Фолькенс не понял. Какой язык? И почему с ним разговаривают на «ты»?!
— Будьте добры, но если человеку…
Заключенный, это был венгр по имени Баняс, раздраженно прервал его:
— Пойми раз и навсегда, ты перестал быть человеком. Ты просто номер такой-то!
Фолькенс хотел было еще что-то спросить, но, видя, что его вопросы раздражают соседа, промолчал.
Спускались сумерки, а заключенные продолжали стоять на аппельплаце. Сколько они простояли — час, два, три?
Лагерь был расположен на высокой горе. Вокруг расстилались синие бескрайние дали.
— Какой город находится поблизости? — спросил Фолькенс, на этот раз без «будьте добры» и «пожалуйста».
— Веймар!
— Да-да… — растерянно пробормотал Фолькенс. — Город великого Гёте… и Шиллера… А здесь…
— А здесь колючая проволока. Через нее пропущен ток высокого напряжения, — заговорил венгр. — Бухенвальд — это штаб концлагерей, — добавил он. — Крупный концерн, не то что какая-нибудь лавчонка у вас в Дании…
Фолькенс впервые за эти дни подумал о родине. Да, у них в Дании нет таких гор. Самый высокий холм — Химмельсбергет, про который датчане говорят, что он уходит в небеса, едва достигает полутораста метров…
Внезапно подул ветер, и небо заволокли серые тучи. Незримая рука задернула занавес, дали потонули в оловянном тумане, с неба сыпалась мелкая назойливая изморось. А люди продолжали стоять на аппельплаце. Дождь проникал сквозь одежду, и она прилипала к телу. Все стало скользким и отвратительным. Может, о них забыли?
— Придвинься ко мне, не то совсем промокнешь, — позвал Баняс. Он держал над головой бумажный мешок из-под цемента. Баняс был спокоен.
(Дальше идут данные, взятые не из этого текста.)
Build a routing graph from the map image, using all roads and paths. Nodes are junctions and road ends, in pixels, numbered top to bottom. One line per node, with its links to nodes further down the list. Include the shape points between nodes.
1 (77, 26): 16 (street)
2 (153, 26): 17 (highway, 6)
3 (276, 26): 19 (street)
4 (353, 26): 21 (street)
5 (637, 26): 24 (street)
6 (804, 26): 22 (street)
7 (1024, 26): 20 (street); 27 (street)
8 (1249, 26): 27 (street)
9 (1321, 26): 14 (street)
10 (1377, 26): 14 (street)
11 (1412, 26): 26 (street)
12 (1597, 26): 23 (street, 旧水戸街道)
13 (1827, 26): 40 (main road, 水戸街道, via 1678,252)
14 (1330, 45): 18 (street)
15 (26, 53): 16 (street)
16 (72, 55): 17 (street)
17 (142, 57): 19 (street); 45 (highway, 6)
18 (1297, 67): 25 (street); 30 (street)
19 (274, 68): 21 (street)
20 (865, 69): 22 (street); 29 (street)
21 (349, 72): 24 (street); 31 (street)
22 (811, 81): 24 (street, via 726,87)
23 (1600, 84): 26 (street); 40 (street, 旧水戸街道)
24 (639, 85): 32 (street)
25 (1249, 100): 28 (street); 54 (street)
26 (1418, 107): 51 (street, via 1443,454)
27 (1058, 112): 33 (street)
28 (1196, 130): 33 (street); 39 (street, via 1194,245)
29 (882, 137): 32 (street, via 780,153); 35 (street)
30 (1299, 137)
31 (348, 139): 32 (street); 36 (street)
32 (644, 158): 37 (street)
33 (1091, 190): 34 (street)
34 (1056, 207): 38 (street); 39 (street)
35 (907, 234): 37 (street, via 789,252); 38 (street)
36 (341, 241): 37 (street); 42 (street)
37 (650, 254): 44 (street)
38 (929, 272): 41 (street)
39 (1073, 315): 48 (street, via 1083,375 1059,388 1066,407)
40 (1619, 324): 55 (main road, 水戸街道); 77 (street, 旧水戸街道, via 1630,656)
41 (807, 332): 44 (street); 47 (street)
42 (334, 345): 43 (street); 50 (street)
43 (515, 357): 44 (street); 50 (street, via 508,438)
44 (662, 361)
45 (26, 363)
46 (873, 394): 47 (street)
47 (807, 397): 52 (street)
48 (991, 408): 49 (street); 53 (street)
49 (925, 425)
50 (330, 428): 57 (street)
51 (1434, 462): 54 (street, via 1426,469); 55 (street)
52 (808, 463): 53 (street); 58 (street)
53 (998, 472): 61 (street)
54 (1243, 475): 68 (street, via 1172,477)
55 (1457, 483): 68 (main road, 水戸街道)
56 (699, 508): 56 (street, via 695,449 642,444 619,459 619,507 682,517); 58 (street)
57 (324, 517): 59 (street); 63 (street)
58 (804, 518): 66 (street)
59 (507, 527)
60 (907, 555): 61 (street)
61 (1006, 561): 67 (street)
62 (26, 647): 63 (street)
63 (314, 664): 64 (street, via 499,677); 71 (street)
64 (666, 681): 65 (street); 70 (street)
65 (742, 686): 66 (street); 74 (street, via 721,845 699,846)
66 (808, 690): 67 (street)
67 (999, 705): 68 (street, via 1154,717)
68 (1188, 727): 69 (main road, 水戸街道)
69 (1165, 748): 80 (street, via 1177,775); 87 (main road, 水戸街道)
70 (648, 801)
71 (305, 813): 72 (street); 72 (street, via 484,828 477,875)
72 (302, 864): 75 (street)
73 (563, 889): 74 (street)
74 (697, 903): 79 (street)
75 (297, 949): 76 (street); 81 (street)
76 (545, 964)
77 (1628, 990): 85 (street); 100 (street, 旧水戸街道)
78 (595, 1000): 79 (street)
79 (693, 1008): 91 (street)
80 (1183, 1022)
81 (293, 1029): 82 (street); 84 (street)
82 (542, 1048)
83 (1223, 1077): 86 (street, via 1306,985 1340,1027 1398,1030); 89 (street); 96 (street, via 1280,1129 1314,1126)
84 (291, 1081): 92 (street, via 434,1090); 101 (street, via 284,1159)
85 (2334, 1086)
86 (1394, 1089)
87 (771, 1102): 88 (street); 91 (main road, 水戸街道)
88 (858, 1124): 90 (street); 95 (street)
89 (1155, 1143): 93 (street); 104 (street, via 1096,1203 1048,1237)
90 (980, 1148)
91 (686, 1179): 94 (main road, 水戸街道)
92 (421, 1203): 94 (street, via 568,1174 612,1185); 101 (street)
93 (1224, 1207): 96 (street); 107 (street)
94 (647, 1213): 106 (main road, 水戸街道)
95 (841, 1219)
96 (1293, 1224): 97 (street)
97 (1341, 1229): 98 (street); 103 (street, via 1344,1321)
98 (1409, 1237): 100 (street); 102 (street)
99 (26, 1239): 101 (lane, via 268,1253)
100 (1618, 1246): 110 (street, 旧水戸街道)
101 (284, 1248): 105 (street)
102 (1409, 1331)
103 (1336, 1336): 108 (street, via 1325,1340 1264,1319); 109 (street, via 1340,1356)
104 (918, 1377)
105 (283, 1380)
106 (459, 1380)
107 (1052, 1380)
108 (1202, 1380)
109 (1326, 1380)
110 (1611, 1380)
Неужели все примирились со своей судьбой?
В ту же ночь их отправили в маленькое местечко под Бухенвальдом и разместили в помещении бывшей шоколадной фабрики. Шоколад, верно, здесь изготовляли самого высокого качества: до сих пор и стены, и потолки хранили крепкий шоколадный запах. Фолькенс посчитал это хорошей приметой: в таком месте с ними ничего страшного не случится.
На следующее утро он проснулся от криков:
— Los, los, aufstehen! Встать! Antreten! Строиться!
— Но ведь мы легли так поздно! — пробормотал Фолькенс.
— Ты что, не слышишь? Вставай! Или захотел тумаков?! — прикрикнул на него Баняс.
Фолькенс послушно поплелся за товарищами. Словно скотина в стаде. В то утро ему никак не удавалось проглотить на бегу теплую баланду, именуемую супом. Ругань. Крики. Кто-то спотыкался. Падал.
Заключенных поучали: идешь по улице — смотри только вперед. Бегать надо, соблюдая порядок. Но Фолькенс не мог удержаться от соблазна и огляделся по сторонам. Было раннее утро. На улице — ни души.